Dataset entries
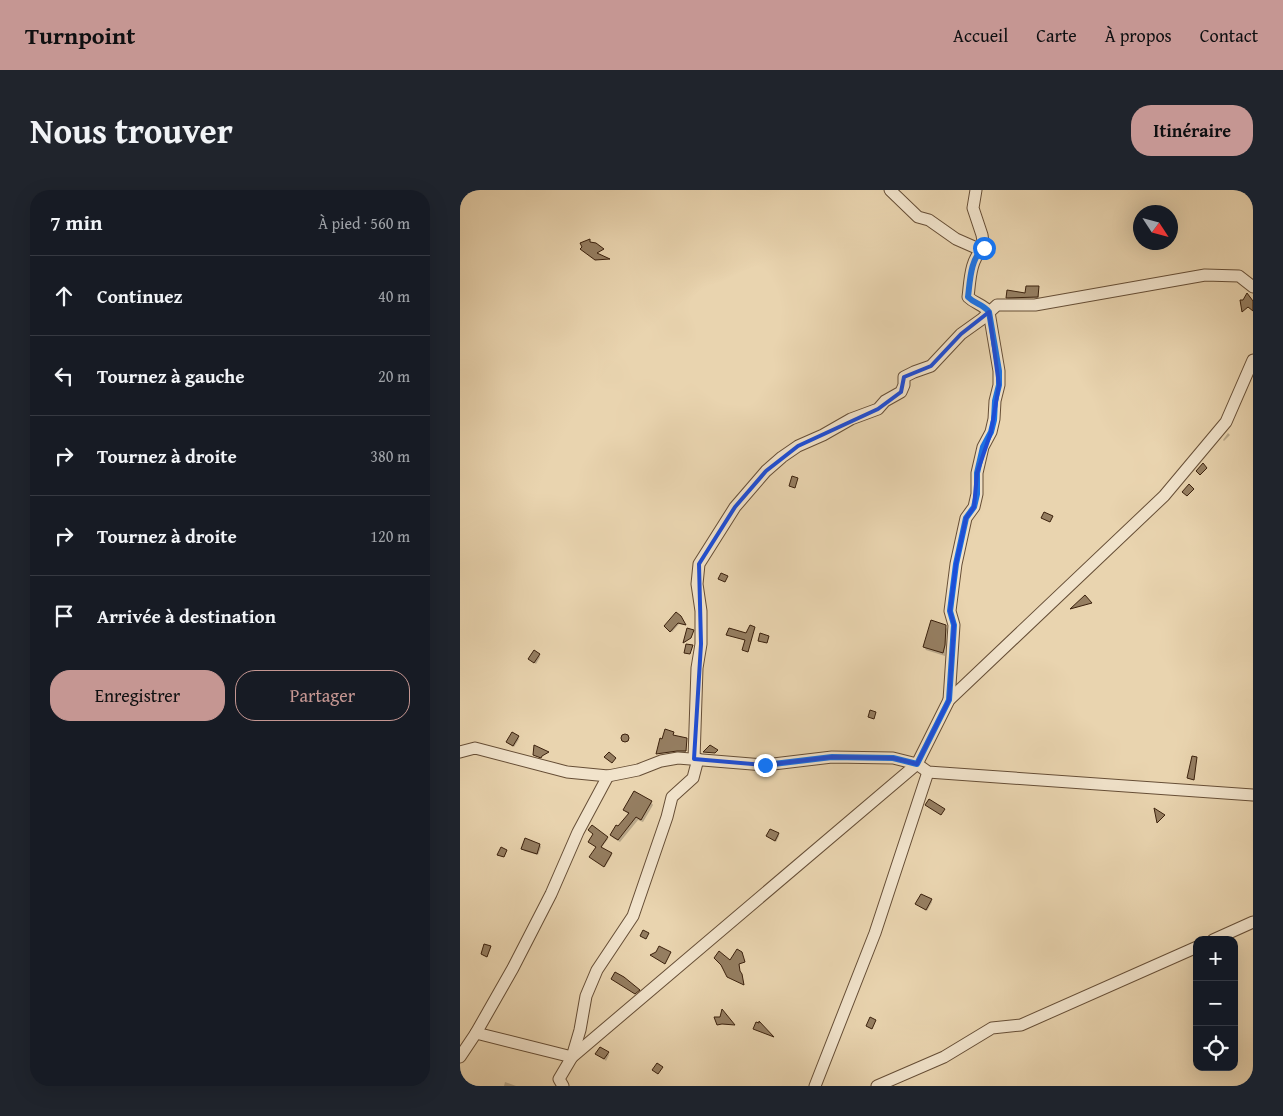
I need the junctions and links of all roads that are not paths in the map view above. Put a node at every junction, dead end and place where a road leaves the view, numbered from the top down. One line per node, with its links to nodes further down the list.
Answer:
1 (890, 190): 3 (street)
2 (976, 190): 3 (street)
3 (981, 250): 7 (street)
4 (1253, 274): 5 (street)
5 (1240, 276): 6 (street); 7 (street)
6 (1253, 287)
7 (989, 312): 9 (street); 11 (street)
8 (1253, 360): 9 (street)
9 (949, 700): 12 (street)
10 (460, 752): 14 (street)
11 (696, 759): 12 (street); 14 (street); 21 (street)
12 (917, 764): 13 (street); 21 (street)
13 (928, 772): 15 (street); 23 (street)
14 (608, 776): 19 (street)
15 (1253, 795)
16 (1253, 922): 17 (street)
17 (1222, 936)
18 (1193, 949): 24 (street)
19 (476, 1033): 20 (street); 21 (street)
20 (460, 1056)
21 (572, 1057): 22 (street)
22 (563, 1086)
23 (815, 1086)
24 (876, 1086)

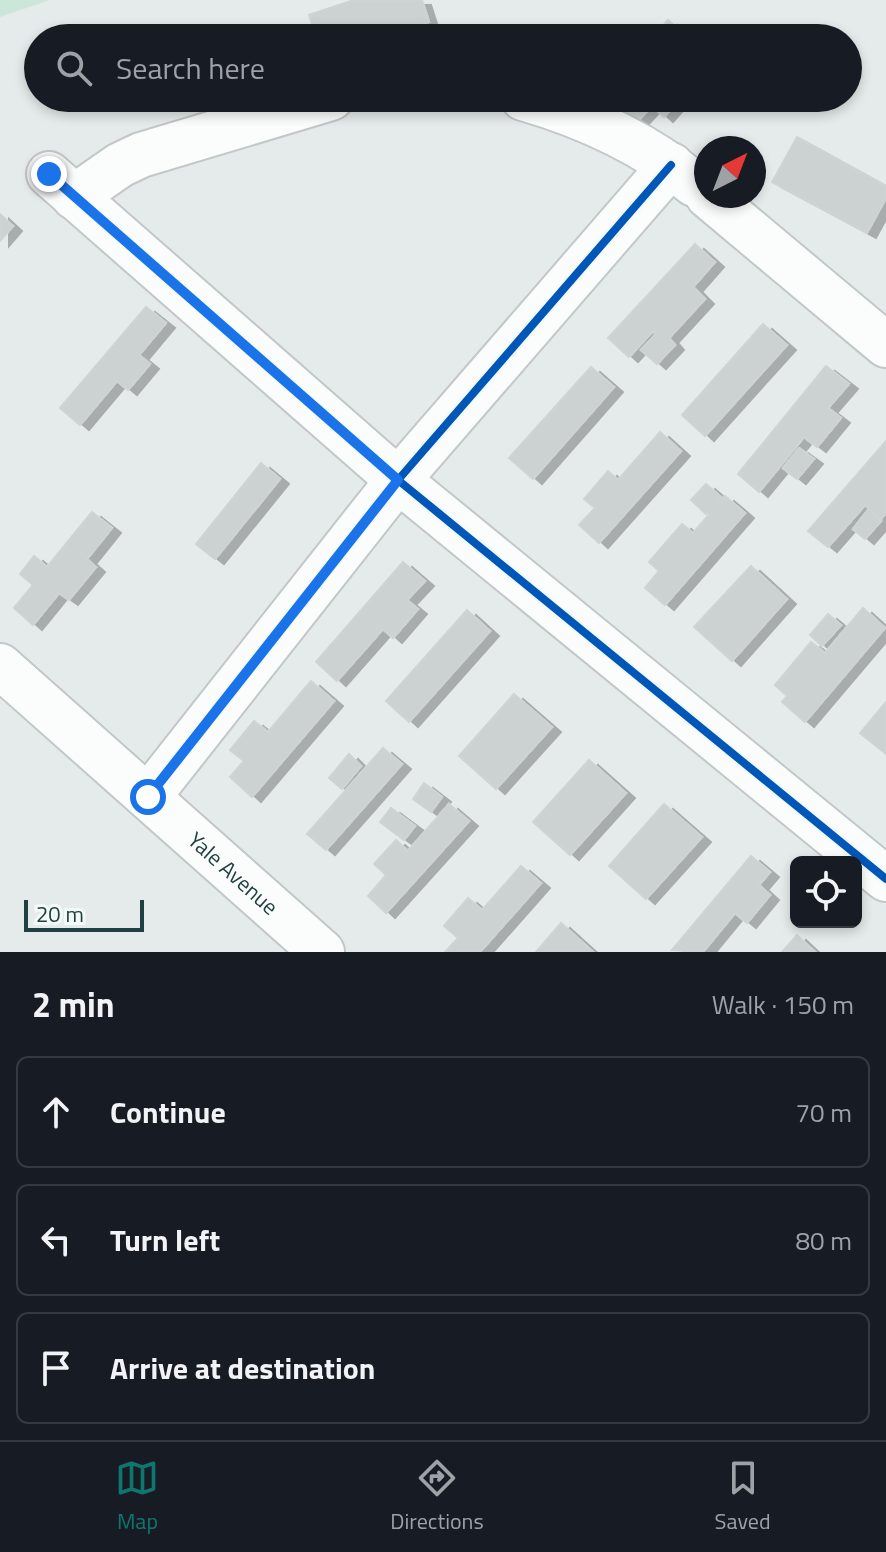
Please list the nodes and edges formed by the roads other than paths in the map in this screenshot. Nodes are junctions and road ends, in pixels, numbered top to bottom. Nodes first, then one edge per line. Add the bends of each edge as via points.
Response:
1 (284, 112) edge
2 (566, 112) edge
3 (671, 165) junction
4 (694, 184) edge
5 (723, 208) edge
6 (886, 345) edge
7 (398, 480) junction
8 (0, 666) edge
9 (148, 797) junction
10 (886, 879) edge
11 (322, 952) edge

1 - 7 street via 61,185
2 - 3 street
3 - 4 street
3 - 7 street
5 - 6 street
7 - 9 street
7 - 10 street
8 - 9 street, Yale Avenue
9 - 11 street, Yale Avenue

---

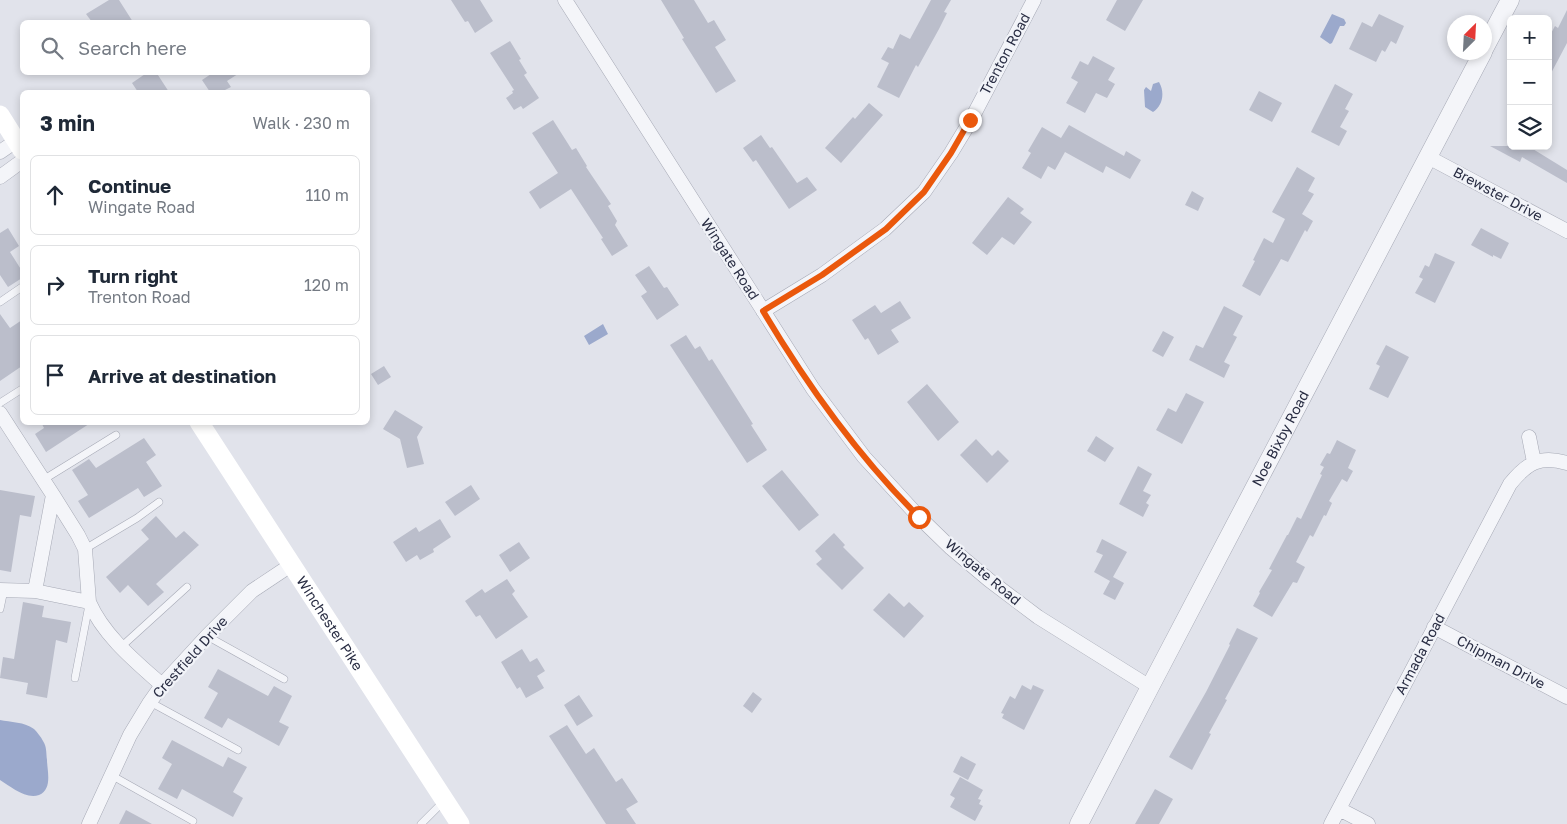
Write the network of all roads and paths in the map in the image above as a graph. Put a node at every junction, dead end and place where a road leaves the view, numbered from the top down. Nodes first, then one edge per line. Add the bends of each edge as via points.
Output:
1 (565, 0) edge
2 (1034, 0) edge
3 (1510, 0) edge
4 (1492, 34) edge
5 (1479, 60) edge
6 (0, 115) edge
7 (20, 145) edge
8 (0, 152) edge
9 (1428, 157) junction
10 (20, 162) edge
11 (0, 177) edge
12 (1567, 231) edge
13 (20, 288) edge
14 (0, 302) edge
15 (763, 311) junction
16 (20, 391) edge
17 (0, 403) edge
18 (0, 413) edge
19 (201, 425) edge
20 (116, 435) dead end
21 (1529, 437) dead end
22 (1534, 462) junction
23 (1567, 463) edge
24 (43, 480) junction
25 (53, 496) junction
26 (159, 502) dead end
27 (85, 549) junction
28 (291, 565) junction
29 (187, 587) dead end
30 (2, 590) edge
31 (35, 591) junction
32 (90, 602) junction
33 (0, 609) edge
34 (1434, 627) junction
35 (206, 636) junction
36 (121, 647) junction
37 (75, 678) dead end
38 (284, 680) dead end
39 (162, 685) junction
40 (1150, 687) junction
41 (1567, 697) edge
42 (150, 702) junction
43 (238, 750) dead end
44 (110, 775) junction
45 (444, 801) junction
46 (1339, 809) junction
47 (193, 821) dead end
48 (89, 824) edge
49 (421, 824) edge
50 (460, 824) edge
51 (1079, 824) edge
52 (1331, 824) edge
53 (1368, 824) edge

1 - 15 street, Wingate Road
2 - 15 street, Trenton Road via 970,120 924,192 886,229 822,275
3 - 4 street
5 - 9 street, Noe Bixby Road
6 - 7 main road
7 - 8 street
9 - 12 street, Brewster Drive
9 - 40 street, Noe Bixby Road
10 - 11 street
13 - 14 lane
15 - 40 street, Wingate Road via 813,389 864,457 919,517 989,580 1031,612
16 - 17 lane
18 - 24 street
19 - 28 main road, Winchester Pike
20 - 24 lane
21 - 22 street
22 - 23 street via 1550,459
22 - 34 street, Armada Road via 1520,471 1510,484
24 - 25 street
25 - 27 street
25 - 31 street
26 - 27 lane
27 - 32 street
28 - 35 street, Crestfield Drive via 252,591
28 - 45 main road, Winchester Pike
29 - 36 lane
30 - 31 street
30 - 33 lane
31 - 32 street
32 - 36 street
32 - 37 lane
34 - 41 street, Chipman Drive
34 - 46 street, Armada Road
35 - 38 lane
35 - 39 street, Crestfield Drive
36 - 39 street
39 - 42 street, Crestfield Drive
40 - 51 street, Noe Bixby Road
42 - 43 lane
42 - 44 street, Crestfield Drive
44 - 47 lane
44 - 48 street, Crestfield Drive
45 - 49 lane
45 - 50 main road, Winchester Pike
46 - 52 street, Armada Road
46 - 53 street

TASK STATEMENT ::
With "roads" as the string to find, copy every line of the records that holds it.

SOLUTION FOR THIS TASK ::
I need the junctions and links of all roads that are not paths in the map view above. Put a node at every junction, dead end and place where a road leaves the view, numbered from the top down. One line per node, with its links to nodes further down the list.
Please list the nodes and edges formed by the roads other than paths in the map in this screenshot. Nodes are junctions and road ends, in pixels, numbered top to bottom. Nodes first, then one edge per line. Add the bends of each edge as via points.
Write the network of all roads and paths in the map in the image above as a graph. Put a node at every junction, dead end and place where a road leaves the view, numbered from the top down. Nodes first, then one edge per line. Add the bends of each edge as via points.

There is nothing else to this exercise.